Carlson, who previously served as vice president of federal government business at Microsoft, said she surprisingly hasn’t encountered too many challenges in her 16 years in the technology industry. Instead of fixating on the obstacles for women in tech, Carlson said she hopes more women will focus on how their unique skills could make them competitive in the field.
At this year’s FOSE conference in Washington — an annual federal contracting expo drawing executives from the country’s largest tech companies — Carlson and a handful of other female leaders from the public and private sectors plan to discuss the employment outlook for women in technology; their panel is called “Women Leaders in Technology: Opportunities and Top Issues from IT Leaders.”
According FOSE, in the United States, women held only 25 percent of computing occupations in 2013,citing data from the AFL-CIO. Women’s employment growth in science, technology, engineering and mathematics jobs has slowed, according to a Census Bureau report. In 2011, women held 27 percent of computer jobs.
Despite the statistics, Carlson said she often speaks to women at universities who are interested in coding and development. Framing technology jobs differently — emphasizing the group-work aspects of coding, for instance — could attract more of them to the field, she said.
“Women and young girls are very social. They like problem solving. Information technology can really allow them to come together, crowd source, solve problems together and take on world issues. I believe that’s going to be a huge driver of more women moving into an IT career,” Carlson said.
Lisa Schlosser, the Office of Management and Budget’s deputy associate administrator for the Office of E-Government and Information Technology, noted that women are making progress in the public sector: The federal government has at least eight female chief information officers, and the majority of the Department of Homeland Security’s cybersecurity division is female, she said.
But, she said, “We still have a long way to go. And if I look in general at the landscape, you’re still around 14 percent of top corporate executive jobs held by women.”
And the gender-pay gap still persists, she said.
“As a society, we have to start this new paradigm where we start early with girls in schools — all the way from toddlers on up — and engage them and get them excited [about] the sciences, in technology, in math, in leadership programs. I think you see a lot of girls not wanting to step up.”

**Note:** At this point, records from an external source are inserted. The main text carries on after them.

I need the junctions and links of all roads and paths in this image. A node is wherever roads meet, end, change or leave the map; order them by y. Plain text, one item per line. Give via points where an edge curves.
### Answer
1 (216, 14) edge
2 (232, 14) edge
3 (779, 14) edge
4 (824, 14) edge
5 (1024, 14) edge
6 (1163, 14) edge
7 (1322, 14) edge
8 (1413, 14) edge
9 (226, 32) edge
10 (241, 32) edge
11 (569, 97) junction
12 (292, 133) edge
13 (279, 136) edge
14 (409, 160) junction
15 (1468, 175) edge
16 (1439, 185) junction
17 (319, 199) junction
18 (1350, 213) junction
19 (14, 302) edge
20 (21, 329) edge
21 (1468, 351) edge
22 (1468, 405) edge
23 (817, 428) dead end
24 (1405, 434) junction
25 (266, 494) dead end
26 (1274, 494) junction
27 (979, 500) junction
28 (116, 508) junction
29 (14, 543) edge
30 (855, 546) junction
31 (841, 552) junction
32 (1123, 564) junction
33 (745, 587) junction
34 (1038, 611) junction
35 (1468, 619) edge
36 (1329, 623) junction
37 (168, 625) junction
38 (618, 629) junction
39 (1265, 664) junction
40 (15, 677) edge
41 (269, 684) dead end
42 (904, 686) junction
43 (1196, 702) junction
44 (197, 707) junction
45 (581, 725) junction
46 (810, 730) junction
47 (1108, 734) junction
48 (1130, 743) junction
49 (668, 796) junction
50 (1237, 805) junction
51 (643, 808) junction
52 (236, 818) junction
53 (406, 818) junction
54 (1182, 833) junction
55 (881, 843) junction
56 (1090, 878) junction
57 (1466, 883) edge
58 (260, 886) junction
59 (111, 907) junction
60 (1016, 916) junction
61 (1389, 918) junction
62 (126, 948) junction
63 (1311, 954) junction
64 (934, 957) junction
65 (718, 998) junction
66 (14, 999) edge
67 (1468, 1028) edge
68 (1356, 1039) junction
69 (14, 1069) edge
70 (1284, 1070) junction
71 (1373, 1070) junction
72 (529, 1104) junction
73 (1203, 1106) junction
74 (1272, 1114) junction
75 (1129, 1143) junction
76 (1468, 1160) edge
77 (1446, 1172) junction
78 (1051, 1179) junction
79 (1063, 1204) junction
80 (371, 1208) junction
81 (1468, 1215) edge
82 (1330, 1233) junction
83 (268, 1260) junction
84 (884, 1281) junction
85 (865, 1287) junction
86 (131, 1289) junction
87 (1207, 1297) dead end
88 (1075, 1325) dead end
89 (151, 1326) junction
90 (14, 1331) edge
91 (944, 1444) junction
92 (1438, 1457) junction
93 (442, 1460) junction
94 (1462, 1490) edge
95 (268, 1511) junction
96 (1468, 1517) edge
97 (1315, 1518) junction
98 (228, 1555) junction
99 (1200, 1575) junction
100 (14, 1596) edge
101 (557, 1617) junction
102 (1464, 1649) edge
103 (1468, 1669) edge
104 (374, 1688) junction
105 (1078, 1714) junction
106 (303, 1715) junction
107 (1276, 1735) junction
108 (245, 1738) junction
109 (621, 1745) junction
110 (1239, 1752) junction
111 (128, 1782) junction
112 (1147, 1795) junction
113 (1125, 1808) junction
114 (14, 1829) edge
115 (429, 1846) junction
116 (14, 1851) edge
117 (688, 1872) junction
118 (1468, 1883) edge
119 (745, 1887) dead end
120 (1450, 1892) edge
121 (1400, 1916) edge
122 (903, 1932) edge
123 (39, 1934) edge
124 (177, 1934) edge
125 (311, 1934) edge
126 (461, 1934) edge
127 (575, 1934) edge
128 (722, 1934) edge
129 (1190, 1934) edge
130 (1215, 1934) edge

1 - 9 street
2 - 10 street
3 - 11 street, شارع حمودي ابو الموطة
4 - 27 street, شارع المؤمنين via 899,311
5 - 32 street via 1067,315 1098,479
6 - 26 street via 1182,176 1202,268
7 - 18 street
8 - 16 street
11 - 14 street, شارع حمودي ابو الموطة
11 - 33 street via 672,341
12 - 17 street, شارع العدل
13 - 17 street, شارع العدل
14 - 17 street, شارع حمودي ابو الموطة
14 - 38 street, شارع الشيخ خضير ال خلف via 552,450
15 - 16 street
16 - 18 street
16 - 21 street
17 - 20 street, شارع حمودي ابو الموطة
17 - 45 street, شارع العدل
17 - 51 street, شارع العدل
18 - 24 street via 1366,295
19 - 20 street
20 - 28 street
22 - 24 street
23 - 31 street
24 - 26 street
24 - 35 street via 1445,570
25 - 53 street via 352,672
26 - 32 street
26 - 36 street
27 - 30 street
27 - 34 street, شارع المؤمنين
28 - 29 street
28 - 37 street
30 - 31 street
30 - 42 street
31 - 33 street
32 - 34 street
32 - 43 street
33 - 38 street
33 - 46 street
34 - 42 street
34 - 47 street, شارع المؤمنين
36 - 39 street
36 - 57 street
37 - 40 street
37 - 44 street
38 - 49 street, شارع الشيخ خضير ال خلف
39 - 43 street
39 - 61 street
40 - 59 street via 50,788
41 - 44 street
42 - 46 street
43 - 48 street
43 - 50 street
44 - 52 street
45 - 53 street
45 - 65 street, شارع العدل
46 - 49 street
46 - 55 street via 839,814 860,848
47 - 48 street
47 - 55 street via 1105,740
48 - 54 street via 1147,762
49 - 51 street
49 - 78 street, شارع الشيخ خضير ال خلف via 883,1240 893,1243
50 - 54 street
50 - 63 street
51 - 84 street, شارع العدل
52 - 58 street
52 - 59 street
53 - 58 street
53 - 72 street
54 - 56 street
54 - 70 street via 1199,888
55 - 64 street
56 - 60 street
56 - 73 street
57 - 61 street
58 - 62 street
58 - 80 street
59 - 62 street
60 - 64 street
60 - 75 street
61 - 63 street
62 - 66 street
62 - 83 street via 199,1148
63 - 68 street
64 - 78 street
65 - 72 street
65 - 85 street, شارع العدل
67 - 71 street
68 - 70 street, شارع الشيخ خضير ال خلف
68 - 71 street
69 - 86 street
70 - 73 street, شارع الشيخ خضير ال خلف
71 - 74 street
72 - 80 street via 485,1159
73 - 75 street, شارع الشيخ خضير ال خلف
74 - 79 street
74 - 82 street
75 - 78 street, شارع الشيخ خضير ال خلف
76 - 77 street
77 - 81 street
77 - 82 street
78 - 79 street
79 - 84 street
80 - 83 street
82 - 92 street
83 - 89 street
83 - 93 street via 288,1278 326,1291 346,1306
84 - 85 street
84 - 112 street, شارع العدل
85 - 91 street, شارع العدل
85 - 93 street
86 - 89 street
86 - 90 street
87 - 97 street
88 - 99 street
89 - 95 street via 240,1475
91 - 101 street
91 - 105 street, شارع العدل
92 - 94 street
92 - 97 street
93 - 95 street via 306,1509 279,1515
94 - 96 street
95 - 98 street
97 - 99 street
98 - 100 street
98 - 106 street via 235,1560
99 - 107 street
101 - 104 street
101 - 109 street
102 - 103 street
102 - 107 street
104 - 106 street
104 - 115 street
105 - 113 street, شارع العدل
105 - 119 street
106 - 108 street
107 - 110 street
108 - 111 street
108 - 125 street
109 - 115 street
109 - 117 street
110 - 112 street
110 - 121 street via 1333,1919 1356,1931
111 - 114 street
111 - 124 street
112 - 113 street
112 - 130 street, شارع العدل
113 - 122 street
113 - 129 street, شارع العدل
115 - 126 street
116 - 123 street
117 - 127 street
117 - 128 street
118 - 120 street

She said it is important to encourage girls to network with powerful women, and make strong professional connections. “Historically, I think men have done a great job in building relationships, in networking, from the time they’re young throughout their career.”
The public and private sectors face the same problems attracting women to technology fields, Schlosser said, and for each, the solutions are the same.
“We’re trying to put in place strategic programs to get more kids in general involved with [science, technology, engineering and math], and then encourage women to do that. I think that will open doors within the government and the private sector.”
Also scheduled to speak on the panel are NSA Director of the Information Assurance Directorate Debora Plunkett, Small Business Administration Chief Information Officer and Chief Privacy Officer Renee Macklin, and Experian President of Public Sector Business Barbara Rivera. Morris Jones, anchor and host of weekly ABC television show Government Matters, will moderate. FOSE 2014 runs Tuesday through Thursday of this week at the Walter E. Washington Convention Center.